About 7:07 p.m., a screeching sound wound its way into the store over the PA system. A few seconds of silence and then the sound of a car peeling off into the distance. Someone out on the sidewalk started screaming. Hit and run. One fatality.

That night crystalized my disdain for California. Someone died, or it turned out later, was dying, while I sat inside, convincing the customer at hand that the purchase they were about to make was a good one. Nevermind the thing was and is completely unnecessary and my job only continues to promulgate this industry.

Ever since my forced move down to California, I've counted the days to the moment when I can escape this awful place and head back to the only place that has ever felt even remotely like home.

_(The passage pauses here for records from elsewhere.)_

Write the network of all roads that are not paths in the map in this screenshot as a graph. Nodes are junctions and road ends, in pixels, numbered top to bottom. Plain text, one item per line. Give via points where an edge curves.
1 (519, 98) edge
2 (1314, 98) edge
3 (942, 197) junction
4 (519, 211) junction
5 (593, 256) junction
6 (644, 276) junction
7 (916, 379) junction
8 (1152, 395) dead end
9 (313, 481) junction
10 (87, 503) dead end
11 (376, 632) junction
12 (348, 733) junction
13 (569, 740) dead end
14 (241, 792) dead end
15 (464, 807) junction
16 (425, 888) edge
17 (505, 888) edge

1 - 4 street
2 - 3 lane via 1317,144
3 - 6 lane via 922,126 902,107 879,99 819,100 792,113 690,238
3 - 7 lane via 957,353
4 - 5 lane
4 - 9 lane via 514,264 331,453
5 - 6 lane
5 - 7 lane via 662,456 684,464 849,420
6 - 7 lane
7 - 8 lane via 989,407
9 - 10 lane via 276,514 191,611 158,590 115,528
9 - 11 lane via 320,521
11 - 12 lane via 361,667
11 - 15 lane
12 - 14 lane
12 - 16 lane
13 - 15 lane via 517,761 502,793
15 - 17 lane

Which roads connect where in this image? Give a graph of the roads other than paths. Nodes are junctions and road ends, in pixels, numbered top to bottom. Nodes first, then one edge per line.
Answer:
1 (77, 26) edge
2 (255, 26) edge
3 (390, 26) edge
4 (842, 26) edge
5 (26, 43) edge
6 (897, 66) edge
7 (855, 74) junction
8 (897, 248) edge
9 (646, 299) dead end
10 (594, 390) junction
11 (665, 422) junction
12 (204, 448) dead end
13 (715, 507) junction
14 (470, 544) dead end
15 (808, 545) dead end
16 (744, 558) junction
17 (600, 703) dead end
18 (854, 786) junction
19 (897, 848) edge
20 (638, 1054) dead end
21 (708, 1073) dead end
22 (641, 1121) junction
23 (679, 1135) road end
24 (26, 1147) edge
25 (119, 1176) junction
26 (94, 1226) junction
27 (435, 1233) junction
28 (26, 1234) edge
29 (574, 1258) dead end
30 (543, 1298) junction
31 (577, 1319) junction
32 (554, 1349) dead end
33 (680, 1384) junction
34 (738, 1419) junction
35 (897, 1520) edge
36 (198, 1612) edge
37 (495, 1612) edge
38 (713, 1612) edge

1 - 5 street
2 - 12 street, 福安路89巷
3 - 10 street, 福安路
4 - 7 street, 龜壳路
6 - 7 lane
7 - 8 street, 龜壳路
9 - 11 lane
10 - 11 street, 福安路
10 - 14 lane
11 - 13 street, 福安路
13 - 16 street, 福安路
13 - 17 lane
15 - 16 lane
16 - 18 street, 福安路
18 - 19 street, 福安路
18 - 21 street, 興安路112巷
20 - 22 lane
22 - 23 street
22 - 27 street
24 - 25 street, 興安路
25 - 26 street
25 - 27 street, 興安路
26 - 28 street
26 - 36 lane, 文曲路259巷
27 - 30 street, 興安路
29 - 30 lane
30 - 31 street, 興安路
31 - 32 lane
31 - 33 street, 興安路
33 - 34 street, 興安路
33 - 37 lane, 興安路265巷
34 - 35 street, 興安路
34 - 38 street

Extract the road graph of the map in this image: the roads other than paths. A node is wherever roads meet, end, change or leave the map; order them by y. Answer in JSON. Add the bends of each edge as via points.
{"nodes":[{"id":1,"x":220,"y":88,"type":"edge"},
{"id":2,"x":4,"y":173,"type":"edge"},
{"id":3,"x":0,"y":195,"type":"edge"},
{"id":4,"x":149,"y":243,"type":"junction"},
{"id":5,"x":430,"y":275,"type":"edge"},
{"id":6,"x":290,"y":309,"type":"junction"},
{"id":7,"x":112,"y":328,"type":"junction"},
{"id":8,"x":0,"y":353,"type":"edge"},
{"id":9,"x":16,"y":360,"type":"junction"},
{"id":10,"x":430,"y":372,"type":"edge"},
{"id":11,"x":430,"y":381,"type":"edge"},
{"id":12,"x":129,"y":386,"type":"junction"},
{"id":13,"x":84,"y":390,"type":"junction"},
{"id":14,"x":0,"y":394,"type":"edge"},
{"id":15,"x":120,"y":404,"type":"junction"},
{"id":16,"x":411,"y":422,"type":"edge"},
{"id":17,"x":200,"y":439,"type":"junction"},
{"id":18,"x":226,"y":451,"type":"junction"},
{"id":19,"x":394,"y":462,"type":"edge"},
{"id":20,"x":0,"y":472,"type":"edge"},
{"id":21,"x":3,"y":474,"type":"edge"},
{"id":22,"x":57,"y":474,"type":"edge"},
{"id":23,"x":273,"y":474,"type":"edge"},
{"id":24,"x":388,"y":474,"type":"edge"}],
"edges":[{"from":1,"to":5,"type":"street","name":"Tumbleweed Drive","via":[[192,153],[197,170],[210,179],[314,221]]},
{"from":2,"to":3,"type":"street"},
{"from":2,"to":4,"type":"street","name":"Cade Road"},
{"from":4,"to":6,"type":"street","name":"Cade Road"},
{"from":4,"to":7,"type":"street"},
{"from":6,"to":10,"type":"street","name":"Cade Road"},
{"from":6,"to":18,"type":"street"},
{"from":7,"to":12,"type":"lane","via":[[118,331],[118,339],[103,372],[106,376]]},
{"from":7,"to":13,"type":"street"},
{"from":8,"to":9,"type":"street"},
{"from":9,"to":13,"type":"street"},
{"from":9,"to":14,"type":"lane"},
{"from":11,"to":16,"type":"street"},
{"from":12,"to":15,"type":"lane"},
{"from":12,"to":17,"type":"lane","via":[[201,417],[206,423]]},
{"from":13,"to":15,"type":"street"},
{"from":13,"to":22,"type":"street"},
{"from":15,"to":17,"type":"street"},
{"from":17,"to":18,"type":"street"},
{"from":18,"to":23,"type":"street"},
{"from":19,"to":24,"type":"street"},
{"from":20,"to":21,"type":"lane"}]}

Which explains the delay in this review. It wasn't until I realized how completely and totally alien I felt here in my home state and how desperately I wanted to return to my former place of residence did Greetings From Michigan truly click. Only until I lost what I loved and found myself forced to move back to the things I had no desire to return to was I able to relate with the melancholy tone of the album.

The overt folkishness of A Sun Came is mostly gone, with a new 60s era, xylophone backed vibe filling out most of the album. The inclusion of a banjo and trumpets on the near unbearably morose "For the Windows in Paradise," work to push the album further away from its kitschy predecessor, giving it a regal, beautiful feel that was lacking from Sun as well as Rabbit. The entire album benefits from the songs being more fully fleshed out, featuring layer upon layer, all woven together masterfully by Stevens, who was responsible for the majority of the instrumentation on the album.

Coinciding with his growth as a composer is his lyrical approach, which has gone from the somewhat simplistic faux-folk character of Sun to a much more complex narrator. Walking the listener through his home state, the album's final picture is a conflicted, nuanced piece light years beyond the lyrics of Sun.

One of the most beautifully sad albums of 2003.